Check out the latest Genomics Week in Brief – full of intriguing news and research from the genomics space!

Top stories from the past week:

  • A protein that is crucial in repairing damaged DNA in cancer cells has been identified. The functional protein allows cancerous cells to thrive whereas its suppression leads to cancer cell death, without impacting healthy neighbouring cells (Molecular Cell).
  • A gene has been identified that contributes to risk of cardiovascular diseases through regulation of downstream vascular-associated genes (Circulation Research).
  • A gene therapy involving injection of antisense oligonucleotides into muscle has successfully treated myotonic dystrophy in mice (Nature Communications).
  • A large translational study has revealed that genetic background and social rank are the most significant modifiers of lifespan in response to social stress in animals (PNAS).
  • A post-mortem analysis of brains of schizophrenia patients has revealed reduced RNA-editing in those suffering from the condition (Science Advances).
  • Epstein-Barr virus has been revealed to cause chromosomal breakage, leading to genomic instability that can cause cancer (Nature).
  • A T-cell based vaccine against COVID-19 has shown promising results in mice (Frontiers in Immunology).
  • Scientists have created the largest ever atlas of post-zygotic gene mutations in healthy human tissues.

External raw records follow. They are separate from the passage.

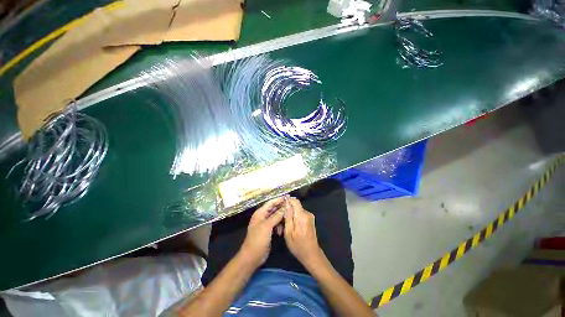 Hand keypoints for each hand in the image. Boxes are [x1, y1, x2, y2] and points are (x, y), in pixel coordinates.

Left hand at [239, 197, 284, 267]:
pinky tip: (282, 229)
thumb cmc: (258, 240)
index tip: (288, 197)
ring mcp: (265, 223)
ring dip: (281, 217)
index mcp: (260, 213)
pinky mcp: (268, 230)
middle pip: (274, 209)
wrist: (252, 257)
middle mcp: (263, 216)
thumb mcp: (267, 226)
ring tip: (288, 218)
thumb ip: (276, 216)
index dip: (279, 199)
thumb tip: (285, 207)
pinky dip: (279, 225)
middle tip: (291, 206)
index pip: (270, 203)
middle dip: (282, 208)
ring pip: (276, 216)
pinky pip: (276, 224)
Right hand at [284, 197, 322, 267]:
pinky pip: (300, 215)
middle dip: (288, 210)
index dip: (288, 200)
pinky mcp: (310, 219)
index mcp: (302, 215)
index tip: (281, 205)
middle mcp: (307, 213)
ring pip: (297, 211)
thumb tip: (286, 203)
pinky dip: (295, 218)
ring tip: (285, 226)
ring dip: (291, 215)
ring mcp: (310, 216)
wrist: (311, 254)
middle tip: (281, 220)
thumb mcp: (288, 232)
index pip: (295, 201)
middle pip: (295, 206)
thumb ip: (288, 216)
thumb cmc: (298, 246)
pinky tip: (291, 227) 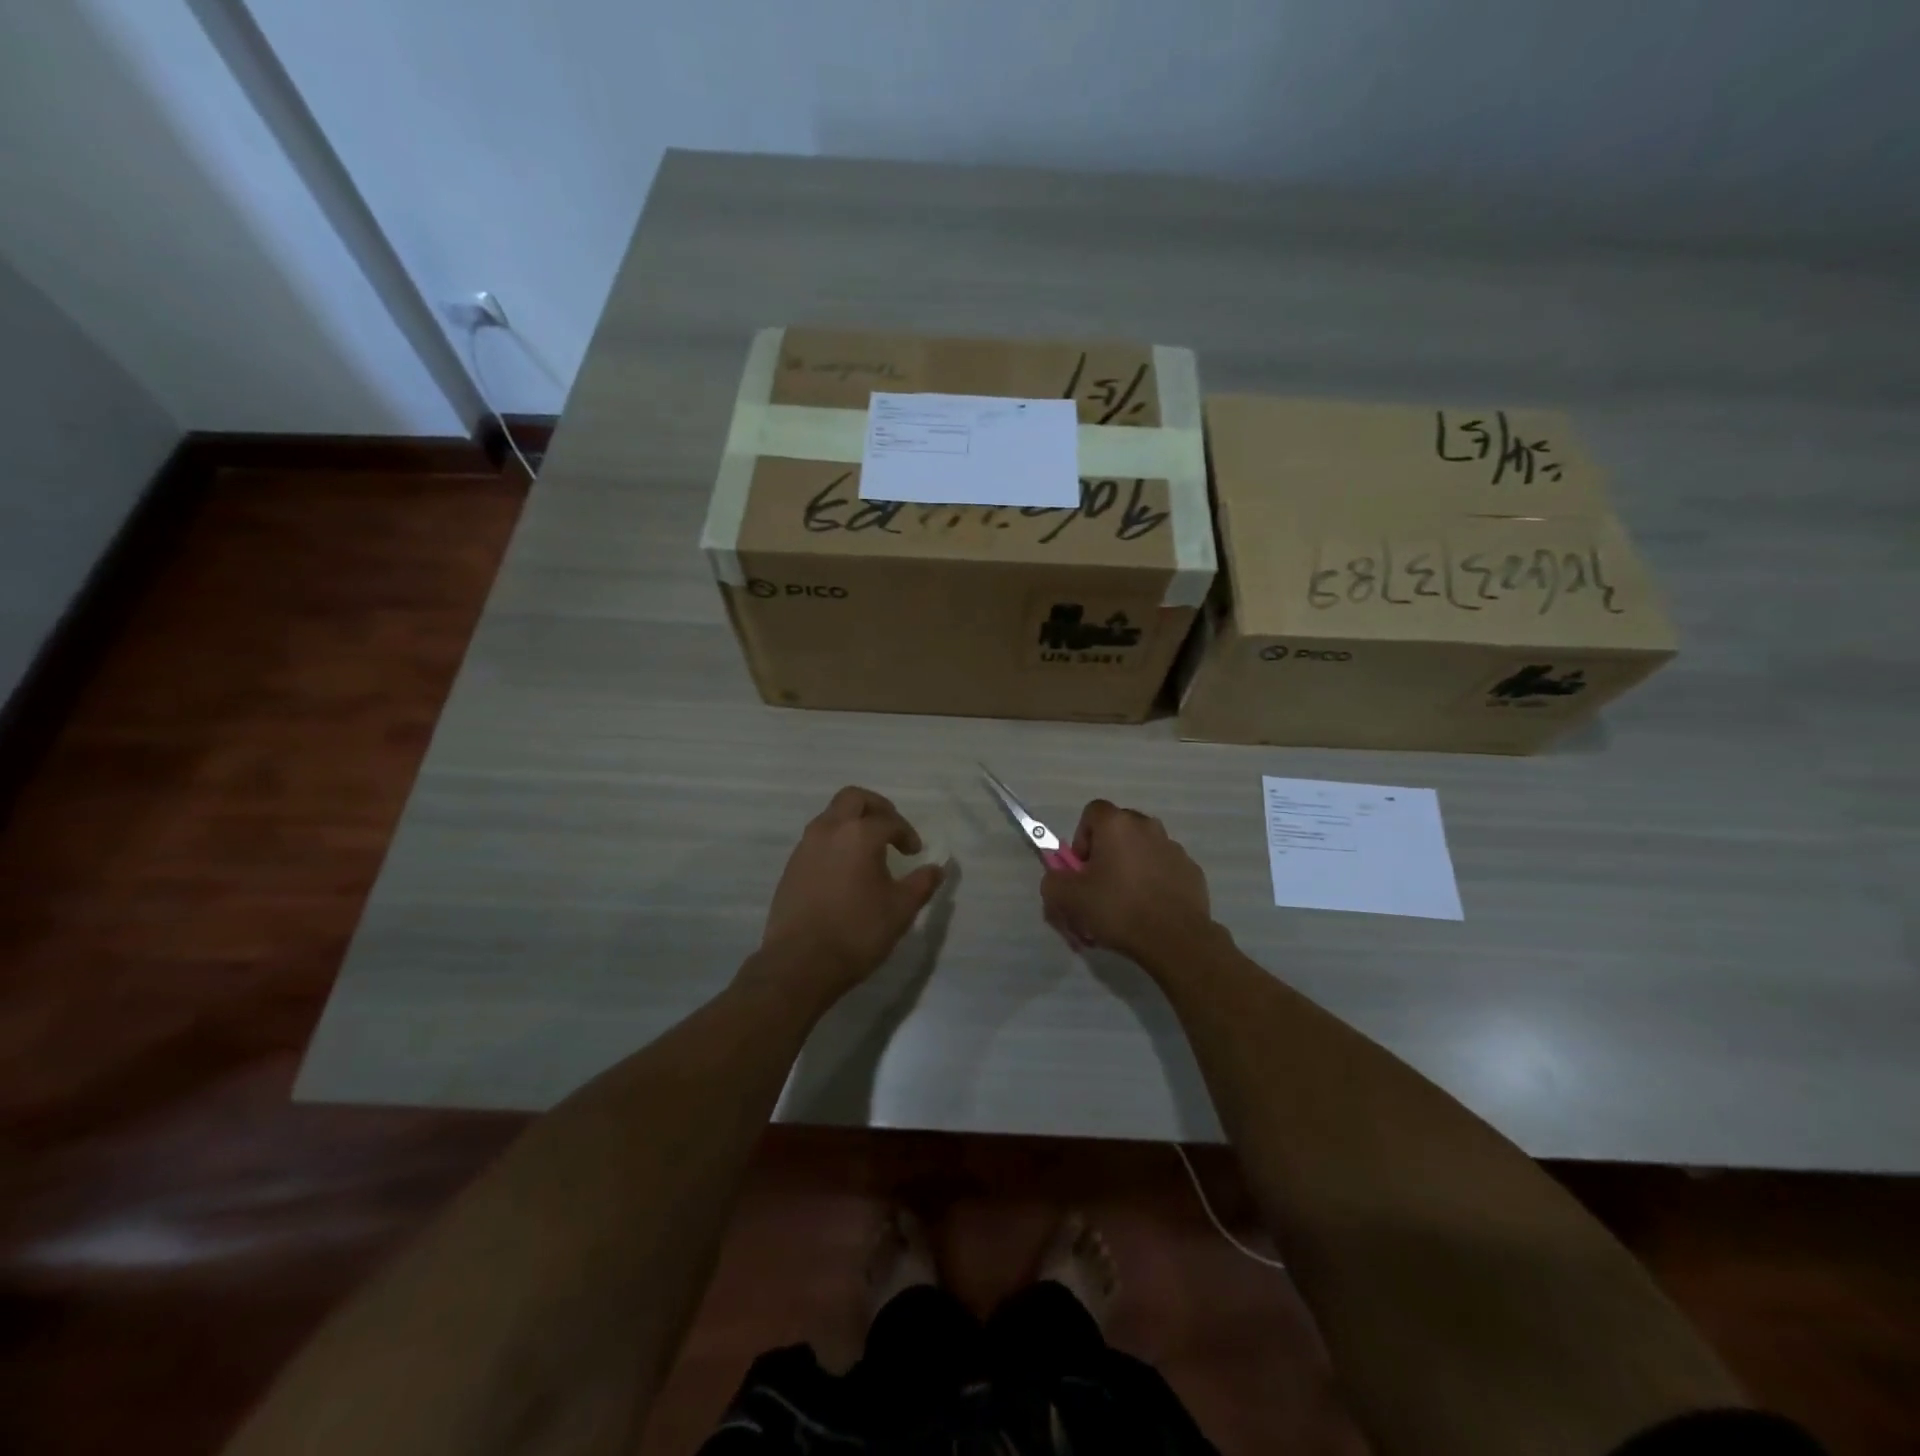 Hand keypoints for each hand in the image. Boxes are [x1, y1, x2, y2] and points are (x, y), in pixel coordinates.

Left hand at [754, 786, 943, 1001]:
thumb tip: (937, 869)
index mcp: (859, 834)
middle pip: (853, 798)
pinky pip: (817, 840)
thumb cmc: (857, 932)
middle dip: (876, 808)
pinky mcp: (791, 867)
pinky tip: (846, 871)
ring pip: (831, 817)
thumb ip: (921, 884)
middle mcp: (829, 830)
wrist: (799, 963)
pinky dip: (835, 842)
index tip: (915, 853)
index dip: (906, 833)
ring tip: (869, 851)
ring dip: (852, 824)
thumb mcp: (900, 909)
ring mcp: (805, 847)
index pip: (889, 820)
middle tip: (891, 829)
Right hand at [1041, 799, 1214, 966]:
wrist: (1175, 939)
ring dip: (1130, 868)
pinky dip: (1154, 882)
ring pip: (1142, 850)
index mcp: (1117, 824)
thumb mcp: (1067, 898)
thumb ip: (1053, 881)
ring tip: (1125, 904)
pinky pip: (1163, 869)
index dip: (1081, 838)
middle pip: (1117, 831)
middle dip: (1105, 854)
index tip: (1082, 869)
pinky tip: (1149, 910)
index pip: (1091, 813)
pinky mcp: (1192, 870)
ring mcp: (1174, 848)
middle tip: (1099, 887)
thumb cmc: (1117, 909)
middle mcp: (1147, 826)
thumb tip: (1059, 878)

The resource could be revolutionary in human disease research (Science).
  • An artificial intelligence model could be used to predict treatment response and survival in colorectal cancer patients (Nature Communications).
  • In a study of unicellular organisms, researchers have identified over 30,000 novel viruses that have integrated into host genomes (PNAS).
  • A metagenomic study has revealed that babies’ gut microbiomes are more diverse than previously thought, with over 200 novel viral families identified (Nature Microbiology).
  • Researchers have identified a genetic signature in pre-malignant liver cells, a finding that could potentially lead to the development of a new diagnostic test for liver cancer (Cell Genomics).
  • Researchers have successfully harvested tumour immune cells from blood, potentially improving the practice of adoptive cell therapy (Nature Biomedical Engineering).

In other news:

  • Over 5,500 people suffering from developmental disorders have received a genetic diagnosis as part of the Deciphering Developmental Disorders study. The collaboration between the NHS and the Wellcome Sanger Institute saw over 13,000 families recruited to gain an understanding of mechanisms underpinning previously undiagnosed conditions (Sanger Institute).
  • A UK hospital is trialling a new device that promises to improve the mobility of patients with Parkinson’s disease (BBC).
  • Ghana is the first country to approve use of the R21 malaria vaccine, thought to be 80% effective (BBC).